Yes, TOOMED is doing a little more, in that it also renders the top-down GUI. However, that GUI stuff is pretty negligible. I believe the real culprit here more-or-less boils down to two things: memory layout and dictionary lookups.

In TOOM, everything is accessed directly in the binary save file. Entries are all nicely indexed and can be quickly accessed. In TOOMED, since we’re editing things, we store them in std::vectors and std::maps, which results in disparate structures spread out in different locations. In many cases it simply takes more effort for the CPU to get access to what it needs. Furthermore, dictionary lookups, while being O(1), are still doing more work than a simple array access. The delta here, 4.6x, is pretty substantial, and this is the sort of takeaway that I think serious gamedev folk mean when they say paying attention to your data structures and memory strategies matters.

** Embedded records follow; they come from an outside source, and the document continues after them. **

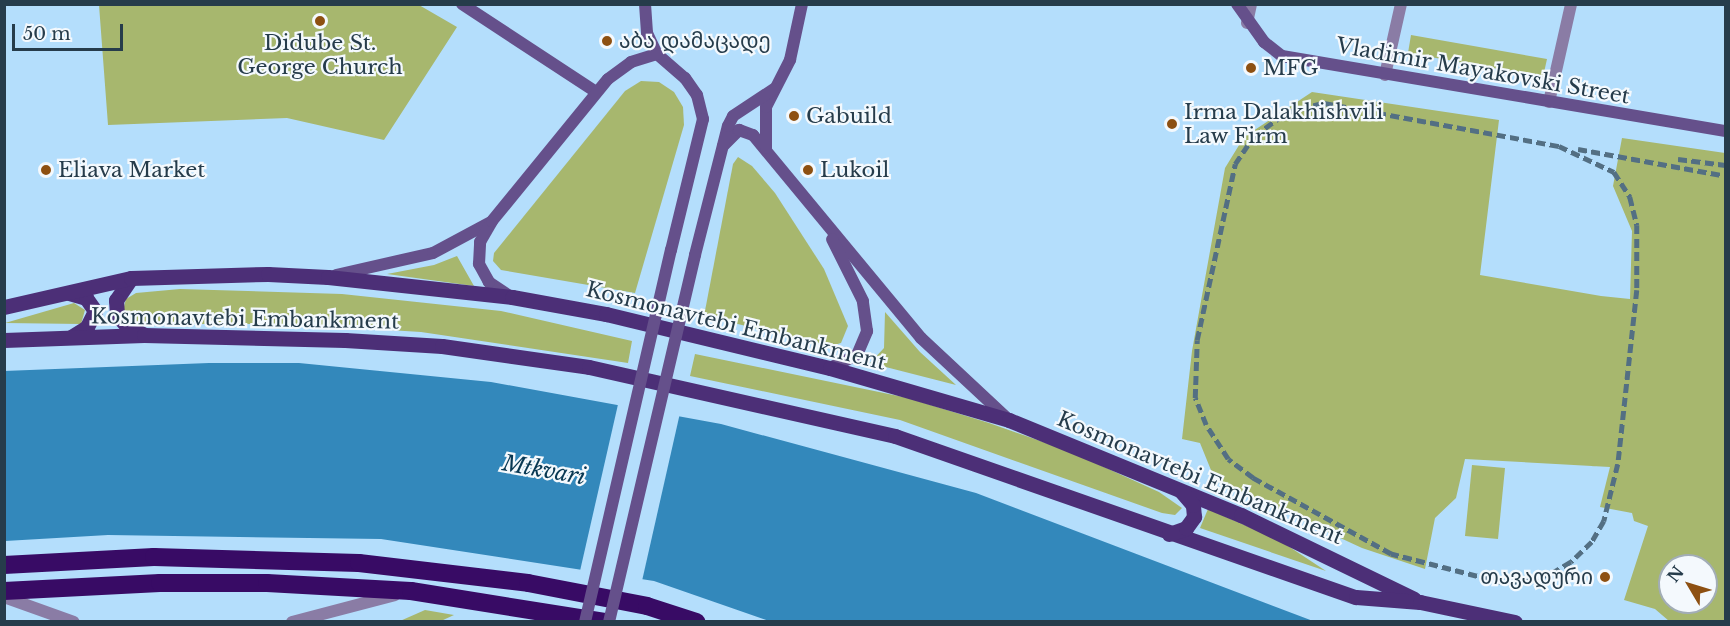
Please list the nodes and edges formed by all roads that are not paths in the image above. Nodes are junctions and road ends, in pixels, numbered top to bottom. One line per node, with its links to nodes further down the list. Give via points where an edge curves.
1 (462, 4): 12 (main road)
2 (645, 4): 9 (main road, via 647,33)
3 (802, 4): 11 (main road, via 790,60)
4 (1237, 4): 8 (main road, Vladimir Mayakovski Street)
5 (1251, 4): 8 (street)
6 (1401, 4): 10 (street)
7 (1570, 4): 13 (street)
8 (1247, 22): 10 (main road, Vladimir Mayakovski Street, via 1282,56)
9 (657, 54): 12 (main road, via 631,62); 38 (main road, bridge, via 685,78 696,95 703,118)
10 (1385, 75): 13 (main road, Vladimir Mayakovski Street)
11 (774, 89): 15 (main road, via 733,116); 16 (main road, via 766,107)
12 (596, 92): 17 (main road)
13 (1549, 102): 14 (main road, Vladimir Mayakovski Street)
14 (1725, 131)
15 (723, 146): 16 (main road, via 739,130 753,135); 39 (main road, bridge)
16 (766, 148): 18 (main road)
17 (492, 221): 19 (main road, via 432,253); 22 (main road, via 480,242 479,264 489,282)
18 (826, 228): 27 (main road, via 867,316 862,347 849,360); 28 (main road, via 938,357)
19 (328, 277): 20 (main road, Kosmonavtebi Embankment, via 188,274); 22 (main road, Kosmonavtebi Embankment)
20 (131, 278): 21 (main road, Kosmonavtebi Embankment); 24 (main road, via 116,300 117,315)
21 (66, 292): 23 (main road, Kosmonavtebi Embankment); 25 (main road, via 86,298 95,311 87,327)
22 (512, 297): 27 (main road, Kosmonavtebi Embankment, via 606,314)
23 (4, 307)
24 (144, 335): 25 (main road, Kosmonavtebi Embankment); 30 (main road, Kosmonavtebi Embankment, via 442,346 589,367 895,436)
25 (71, 337): 26 (main road, Kosmonavtebi Embankment)
26 (4, 340)
27 (830, 368): 28 (main road, Kosmonavtebi Embankment)
28 (1009, 420): 29 (main road, Kosmonavtebi Embankment)
29 (1175, 485): 30 (main road, via 1195,511 1186,528); 35 (main road, Kosmonavtebi Embankment, via 1365,572)
30 (1169, 534): 35 (main road, Kosmonavtebi Embankment, via 1356,597)
31 (4, 565): 40 (highway, via 154,557 359,563 528,583 647,606)
32 (4, 591): 33 (highway, via 160,583)
33 (411, 591): 37 (street); 39 (highway)
34 (4, 597): 36 (street)
35 (1420, 602): 41 (main road, Kosmonavtebi Embankment)
36 (74, 621)
37 (292, 621)
38 (585, 621)
39 (607, 621)
40 (696, 621)
41 (1515, 621)

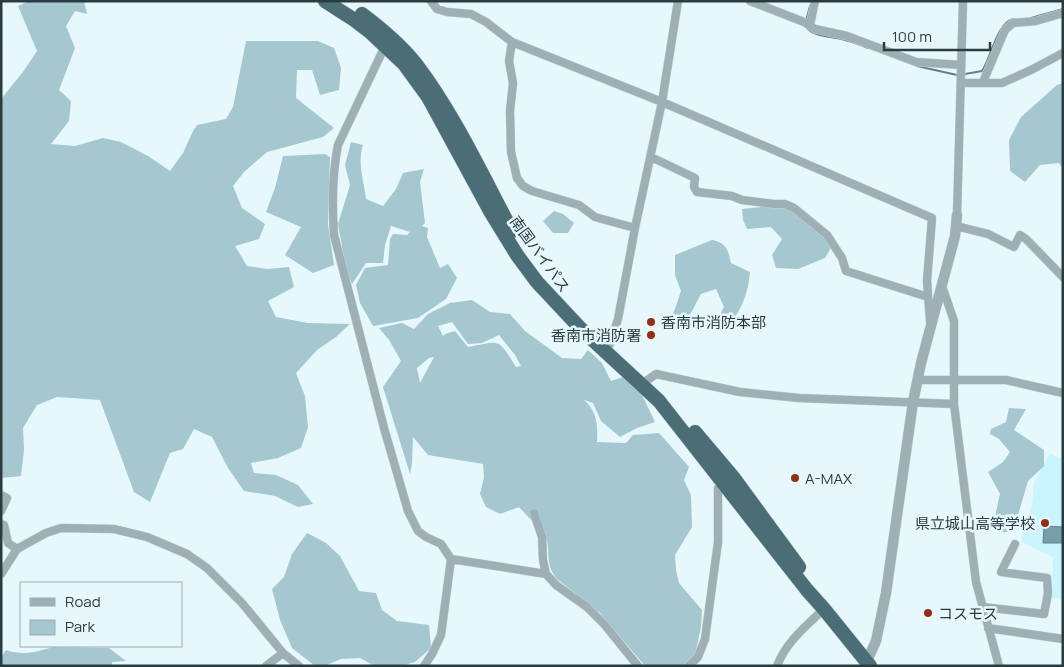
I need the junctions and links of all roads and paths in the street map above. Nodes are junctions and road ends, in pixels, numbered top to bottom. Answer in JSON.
{"nodes":[{"id":1,"x":325,"y":1,"type":"edge"},
{"id":2,"x":343,"y":1,"type":"edge"},
{"id":3,"x":431,"y":1,"type":"edge"},
{"id":4,"x":678,"y":1,"type":"edge"},
{"id":5,"x":750,"y":1,"type":"edge"},
{"id":6,"x":815,"y":1,"type":"edge"},
{"id":7,"x":963,"y":1,"type":"edge"},
{"id":8,"x":1063,"y":13,"type":"edge"},
{"id":9,"x":807,"y":24,"type":"junction"},
{"id":10,"x":512,"y":42,"type":"junction"},
{"id":11,"x":385,"y":46,"type":"junction"},
{"id":12,"x":1063,"y":53,"type":"edge"},
{"id":13,"x":961,"y":65,"type":"junction"},
{"id":14,"x":983,"y":82,"type":"junction"},
{"id":15,"x":961,"y":83,"type":"junction"},
{"id":16,"x":662,"y":102,"type":"junction"},
{"id":17,"x":651,"y":157,"type":"junction"},
{"id":18,"x":957,"y":214,"type":"joint"},
{"id":19,"x":956,"y":226,"type":"junction"},
{"id":20,"x":635,"y":228,"type":"junction"},
{"id":21,"x":1063,"y":277,"type":"edge"},
{"id":22,"x":942,"y":286,"type":"junction"},
{"id":23,"x":928,"y":297,"type":"junction"},
{"id":24,"x":931,"y":328,"type":"junction"},
{"id":25,"x":608,"y":347,"type":"junction"},
{"id":26,"x":919,"y":380,"type":"junction"},
{"id":27,"x":953,"y":380,"type":"junction"},
{"id":28,"x":645,"y":381,"type":"junction"},
{"id":29,"x":1063,"y":393,"type":"edge"},
{"id":30,"x":913,"y":402,"type":"junction"},
{"id":31,"x":954,"y":404,"type":"junction"},
{"id":32,"x":728,"y":480,"type":"junction"},
{"id":33,"x":1,"y":495,"type":"edge"},
{"id":34,"x":1,"y":511,"type":"edge"},
{"id":35,"x":534,"y":513,"type":"dead end"},
{"id":36,"x":1,"y":524,"type":"edge"},
{"id":37,"x":1015,"y":544,"type":"dead end"},
{"id":38,"x":17,"y":549,"type":"junction"},
{"id":39,"x":451,"y":559,"type":"junction"},
{"id":40,"x":1,"y":574,"type":"edge"},
{"id":41,"x":546,"y":574,"type":"junction"},
{"id":42,"x":982,"y":607,"type":"junction"},
{"id":43,"x":824,"y":609,"type":"junction"},
{"id":44,"x":988,"y":628,"type":"junction"},
{"id":45,"x":1063,"y":639,"type":"edge"},
{"id":46,"x":283,"y":653,"type":"junction"},
{"id":47,"x":868,"y":664,"type":"edge"},
{"id":48,"x":266,"y":666,"type":"edge"},
{"id":49,"x":299,"y":666,"type":"edge"},
{"id":50,"x":424,"y":666,"type":"edge"},
{"id":51,"x":638,"y":666,"type":"edge"},
{"id":52,"x":689,"y":666,"type":"edge"},
{"id":53,"x":778,"y":666,"type":"edge"},
{"id":54,"x":999,"y":666,"type":"edge"}],
"edges":[{"from":1,"to":11,"type":"highway","name":"南国バイパス"},
{"from":2,"to":25,"type":"highway","name":"南国バイパス"},
{"from":3,"to":10,"type":"street"},
{"from":4,"to":16,"type":"street"},
{"from":5,"to":9,"type":"street"},
{"from":6,"to":9,"type":"street"},
{"from":7,"to":13,"type":"street"},
{"from":8,"to":14,"type":"street"},
{"from":9,"to":13,"type":"street"},
{"from":10,"to":16,"type":"street"},
{"from":10,"to":20,"type":"street"},
{"from":11,"to":25,"type":"highway","name":"南国バイパス"},
{"from":11,"to":39,"type":"street"},
{"from":12,"to":14,"type":"street"},
{"from":13,"to":15,"type":"street"},
{"from":14,"to":15,"type":"street"},
{"from":15,"to":18,"type":"street"},
{"from":16,"to":17,"type":"street"},
{"from":16,"to":23,"type":"street"},
{"from":17,"to":20,"type":"street"},
{"from":17,"to":23,"type":"street"},
{"from":18,"to":19,"type":"street"},
{"from":19,"to":21,"type":"street"},
{"from":19,"to":22,"type":"street"},
{"from":20,"to":25,"type":"street"},
{"from":22,"to":24,"type":"street"},
{"from":22,"to":27,"type":"street"},
{"from":23,"to":24,"type":"street"},
{"from":24,"to":26,"type":"street"},
{"from":25,"to":28,"type":"highway","name":"南国バイパス"},
{"from":26,"to":27,"type":"street"},
{"from":26,"to":30,"type":"street"},
{"from":27,"to":29,"type":"street"},
{"from":27,"to":31,"type":"street"},
{"from":28,"to":30,"type":"street"},
{"from":28,"to":32,"type":"highway","name":"南国バイパス"},
{"from":30,"to":31,"type":"street"},
{"from":30,"to":47,"type":"street"},
{"from":31,"to":42,"type":"street"},
{"from":32,"to":43,"type":"highway","name":"南国バイパス"},
{"from":32,"to":52,"type":"street"},
{"from":33,"to":34,"type":"street"},
{"from":35,"to":41,"type":"street"},
{"from":36,"to":38,"type":"street"},
{"from":37,"to":42,"type":"street"},
{"from":38,"to":40,"type":"street"},
{"from":38,"to":46,"type":"street"},
{"from":39,"to":41,"type":"street"},
{"from":39,"to":50,"type":"street"},
{"from":41,"to":51,"type":"street"},
{"from":42,"to":44,"type":"street"},
{"from":43,"to":47,"type":"highway","name":"南国バイパス"},
{"from":43,"to":53,"type":"street"},
{"from":44,"to":45,"type":"street"},
{"from":44,"to":54,"type":"street"},
{"from":46,"to":48,"type":"street"},
{"from":46,"to":49,"type":"street"}]}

As a final fun learning point, my raycast method was initially recursive. That is, every time we step our ray and transfer over a triangle edge, I’d recurse down in order to process the next triangle step. I figured that this would make it easier to later back-track and render things like monsters or item pickups. However, TOOMED was running _extremely_ slowly, around 70ms per frame. Changing from recursion to a loop cut that time in about half. Its the same amount of work, theoretically, only now we don’t have to make a bunch of copies every time we push to the stack.